Adaptive Temperature Based on Logits Correlation in Knowledge Distillation
Kazuhiro Matsuyama, Usman Anjum, Satoko Matsuyama, Tetsuo Shoda, Justin Zhan
TL;DR
This work tackles the inefficiency of fixed temperature in knowledge distillation by proposing a dynamic, sample-wise temperature derived from the teacher's maximum logit. Through a Taylor-series approximation of softmax and a KL-divergence framework, the authors show that the leading, lower-order terms converge to the correlation between teacher and student logits, enabling a temperature computation that reduces computation and improves transfer quality.
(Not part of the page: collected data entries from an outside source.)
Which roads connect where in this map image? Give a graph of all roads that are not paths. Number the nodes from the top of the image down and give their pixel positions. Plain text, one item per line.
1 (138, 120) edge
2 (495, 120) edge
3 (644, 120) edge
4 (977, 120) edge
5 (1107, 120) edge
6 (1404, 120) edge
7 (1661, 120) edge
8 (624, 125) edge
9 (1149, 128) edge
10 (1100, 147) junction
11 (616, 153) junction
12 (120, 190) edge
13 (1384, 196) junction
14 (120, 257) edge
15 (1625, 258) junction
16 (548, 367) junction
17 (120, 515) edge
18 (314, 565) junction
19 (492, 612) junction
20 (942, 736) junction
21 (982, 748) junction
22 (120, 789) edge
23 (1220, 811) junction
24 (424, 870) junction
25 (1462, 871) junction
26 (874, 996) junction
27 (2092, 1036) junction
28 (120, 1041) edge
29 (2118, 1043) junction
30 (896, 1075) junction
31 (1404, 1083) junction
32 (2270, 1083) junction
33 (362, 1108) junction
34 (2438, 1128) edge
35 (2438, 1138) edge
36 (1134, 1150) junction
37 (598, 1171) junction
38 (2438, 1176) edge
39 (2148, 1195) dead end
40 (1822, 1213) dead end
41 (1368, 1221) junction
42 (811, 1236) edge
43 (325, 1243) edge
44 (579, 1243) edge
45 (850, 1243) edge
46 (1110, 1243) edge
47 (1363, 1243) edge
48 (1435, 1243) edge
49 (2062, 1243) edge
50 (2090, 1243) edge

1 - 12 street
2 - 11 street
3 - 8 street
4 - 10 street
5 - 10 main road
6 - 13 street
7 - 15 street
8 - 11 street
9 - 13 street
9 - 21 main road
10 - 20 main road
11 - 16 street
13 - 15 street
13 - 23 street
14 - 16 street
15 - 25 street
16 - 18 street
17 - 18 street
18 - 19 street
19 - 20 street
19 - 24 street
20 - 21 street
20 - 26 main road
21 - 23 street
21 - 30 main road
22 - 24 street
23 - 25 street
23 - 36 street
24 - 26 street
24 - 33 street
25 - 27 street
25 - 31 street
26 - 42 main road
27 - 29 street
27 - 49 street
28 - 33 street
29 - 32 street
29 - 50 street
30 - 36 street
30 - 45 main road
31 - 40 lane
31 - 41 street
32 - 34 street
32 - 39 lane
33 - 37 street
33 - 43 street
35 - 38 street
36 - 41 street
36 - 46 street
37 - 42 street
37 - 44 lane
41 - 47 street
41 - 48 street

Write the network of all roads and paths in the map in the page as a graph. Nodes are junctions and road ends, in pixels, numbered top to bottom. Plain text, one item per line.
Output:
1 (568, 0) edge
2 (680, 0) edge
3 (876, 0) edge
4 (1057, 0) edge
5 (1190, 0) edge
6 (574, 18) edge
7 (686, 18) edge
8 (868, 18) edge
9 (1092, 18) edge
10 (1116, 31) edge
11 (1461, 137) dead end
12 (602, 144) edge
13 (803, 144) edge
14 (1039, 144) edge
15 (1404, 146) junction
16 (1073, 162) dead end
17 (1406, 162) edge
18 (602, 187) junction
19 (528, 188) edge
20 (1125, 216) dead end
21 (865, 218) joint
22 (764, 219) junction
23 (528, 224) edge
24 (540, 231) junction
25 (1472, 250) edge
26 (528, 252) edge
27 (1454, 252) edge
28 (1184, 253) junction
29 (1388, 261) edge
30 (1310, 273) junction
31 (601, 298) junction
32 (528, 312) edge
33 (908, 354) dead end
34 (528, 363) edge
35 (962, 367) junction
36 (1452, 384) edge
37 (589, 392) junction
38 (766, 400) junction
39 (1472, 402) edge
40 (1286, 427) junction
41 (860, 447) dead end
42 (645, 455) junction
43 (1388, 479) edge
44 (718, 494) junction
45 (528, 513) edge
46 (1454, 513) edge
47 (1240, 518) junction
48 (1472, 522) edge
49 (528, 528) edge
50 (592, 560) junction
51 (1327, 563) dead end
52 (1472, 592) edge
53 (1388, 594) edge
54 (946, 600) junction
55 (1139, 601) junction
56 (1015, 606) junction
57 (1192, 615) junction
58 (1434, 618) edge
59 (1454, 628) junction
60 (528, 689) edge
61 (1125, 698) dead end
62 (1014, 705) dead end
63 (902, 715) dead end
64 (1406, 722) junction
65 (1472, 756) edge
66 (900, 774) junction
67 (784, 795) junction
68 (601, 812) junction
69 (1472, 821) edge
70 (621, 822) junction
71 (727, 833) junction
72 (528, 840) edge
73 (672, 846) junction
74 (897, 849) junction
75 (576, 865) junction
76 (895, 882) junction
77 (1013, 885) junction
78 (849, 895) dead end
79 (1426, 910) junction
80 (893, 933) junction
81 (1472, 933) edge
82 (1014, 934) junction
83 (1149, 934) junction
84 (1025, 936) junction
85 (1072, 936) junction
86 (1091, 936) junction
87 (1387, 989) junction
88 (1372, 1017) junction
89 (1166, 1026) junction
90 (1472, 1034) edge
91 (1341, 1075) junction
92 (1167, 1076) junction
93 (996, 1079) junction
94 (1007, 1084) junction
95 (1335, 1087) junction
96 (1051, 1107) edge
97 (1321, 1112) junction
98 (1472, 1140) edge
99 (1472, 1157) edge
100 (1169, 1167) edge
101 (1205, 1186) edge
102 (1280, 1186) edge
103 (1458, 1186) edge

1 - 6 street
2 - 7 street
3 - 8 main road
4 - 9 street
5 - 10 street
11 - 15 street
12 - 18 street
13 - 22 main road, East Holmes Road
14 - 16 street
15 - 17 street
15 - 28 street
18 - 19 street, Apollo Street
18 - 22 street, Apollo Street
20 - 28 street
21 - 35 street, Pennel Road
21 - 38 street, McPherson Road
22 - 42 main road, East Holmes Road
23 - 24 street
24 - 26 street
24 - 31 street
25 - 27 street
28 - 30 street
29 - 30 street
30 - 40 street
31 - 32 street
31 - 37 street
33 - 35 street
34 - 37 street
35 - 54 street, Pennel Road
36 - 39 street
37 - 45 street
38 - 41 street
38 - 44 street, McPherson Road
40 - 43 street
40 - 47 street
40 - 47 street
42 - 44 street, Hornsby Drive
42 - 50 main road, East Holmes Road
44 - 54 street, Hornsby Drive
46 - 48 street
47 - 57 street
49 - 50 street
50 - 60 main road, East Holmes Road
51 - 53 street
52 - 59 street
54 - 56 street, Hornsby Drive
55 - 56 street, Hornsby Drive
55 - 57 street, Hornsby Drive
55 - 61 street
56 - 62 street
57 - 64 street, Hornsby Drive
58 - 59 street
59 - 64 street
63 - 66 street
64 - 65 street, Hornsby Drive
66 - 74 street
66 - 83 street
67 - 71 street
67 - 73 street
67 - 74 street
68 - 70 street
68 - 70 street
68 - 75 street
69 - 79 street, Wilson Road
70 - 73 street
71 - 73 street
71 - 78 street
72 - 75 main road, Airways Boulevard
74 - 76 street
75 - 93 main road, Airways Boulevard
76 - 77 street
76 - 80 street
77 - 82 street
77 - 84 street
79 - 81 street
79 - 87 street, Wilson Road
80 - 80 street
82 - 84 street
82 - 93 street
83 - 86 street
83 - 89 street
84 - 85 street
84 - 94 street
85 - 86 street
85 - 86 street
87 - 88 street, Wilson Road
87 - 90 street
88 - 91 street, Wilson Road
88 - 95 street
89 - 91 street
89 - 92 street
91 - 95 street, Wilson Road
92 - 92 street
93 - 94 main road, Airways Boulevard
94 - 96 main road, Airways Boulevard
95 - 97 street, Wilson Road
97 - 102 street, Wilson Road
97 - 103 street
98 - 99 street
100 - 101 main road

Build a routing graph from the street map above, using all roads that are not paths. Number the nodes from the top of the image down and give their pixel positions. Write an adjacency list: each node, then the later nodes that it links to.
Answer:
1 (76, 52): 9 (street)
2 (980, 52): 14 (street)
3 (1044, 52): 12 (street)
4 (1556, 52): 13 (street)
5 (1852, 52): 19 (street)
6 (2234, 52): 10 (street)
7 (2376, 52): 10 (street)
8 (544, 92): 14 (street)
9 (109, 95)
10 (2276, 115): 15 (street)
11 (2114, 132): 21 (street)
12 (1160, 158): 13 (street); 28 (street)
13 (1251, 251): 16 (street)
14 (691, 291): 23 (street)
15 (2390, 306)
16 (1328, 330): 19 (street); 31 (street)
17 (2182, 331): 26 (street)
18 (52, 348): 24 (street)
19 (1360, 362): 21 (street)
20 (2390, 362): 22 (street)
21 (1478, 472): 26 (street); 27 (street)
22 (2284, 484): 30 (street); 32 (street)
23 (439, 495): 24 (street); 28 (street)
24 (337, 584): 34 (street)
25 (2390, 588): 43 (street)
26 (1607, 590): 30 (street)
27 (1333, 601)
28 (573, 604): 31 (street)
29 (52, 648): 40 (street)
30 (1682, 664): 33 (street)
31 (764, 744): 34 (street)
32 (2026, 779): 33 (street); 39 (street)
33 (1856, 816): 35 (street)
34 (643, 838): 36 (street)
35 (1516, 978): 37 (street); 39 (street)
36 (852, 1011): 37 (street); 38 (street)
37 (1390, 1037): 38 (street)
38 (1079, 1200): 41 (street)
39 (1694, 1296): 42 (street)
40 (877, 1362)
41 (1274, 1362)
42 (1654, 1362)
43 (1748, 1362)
They establish a radius-of-convergence condition and analyze truncation effects, presenting an efficient algorithm to obtain the adaptive temperature before distillation. Empirical results on CIFAR-100 demonstrate improved accuracy over static and several dynamic baselines, along with notable reductions in per-epoch computation, indicating practical benefits for KD, especially in resource-constrained scenarios.
Abstract
Knowledge distillation is a technique to imitate a performance that a deep learning model has, but reduce the size on another model. It applies the outputs of a model to train another model having comparable accuracy. These two distinct models are similar to the way information is delivered in human society, with one acting as the "teacher" and the other as the "student". Softmax plays a role in comparing logits generated by models with each other by converting probability distributions. It delivers the logits of a teacher to a student with compression through a parameter named temperature. Tuning this variable reinforces the distillation performance. Although only this parameter helps with the interaction of logits, it is not clear how temperatures promote information transfer. In this paper, we propose a novel approach to calculate the temperature. Our method only refers to the maximum logit generated by a teacher model, which reduces computational time against state-of-the-art methods. Our method shows a promising result in different student and teacher models on a standard benchmark dataset. Algorithms using temperature can obtain the improvement by plugging in this dynamic approach. Furthermore, the approximation of the distillation process converges to a correlation of logits by both models. This reinforces the previous argument that the distillation conveys the relevance of logits. We report that this approximating algorithm yields a higher temperature compared to the commonly used static values in testing.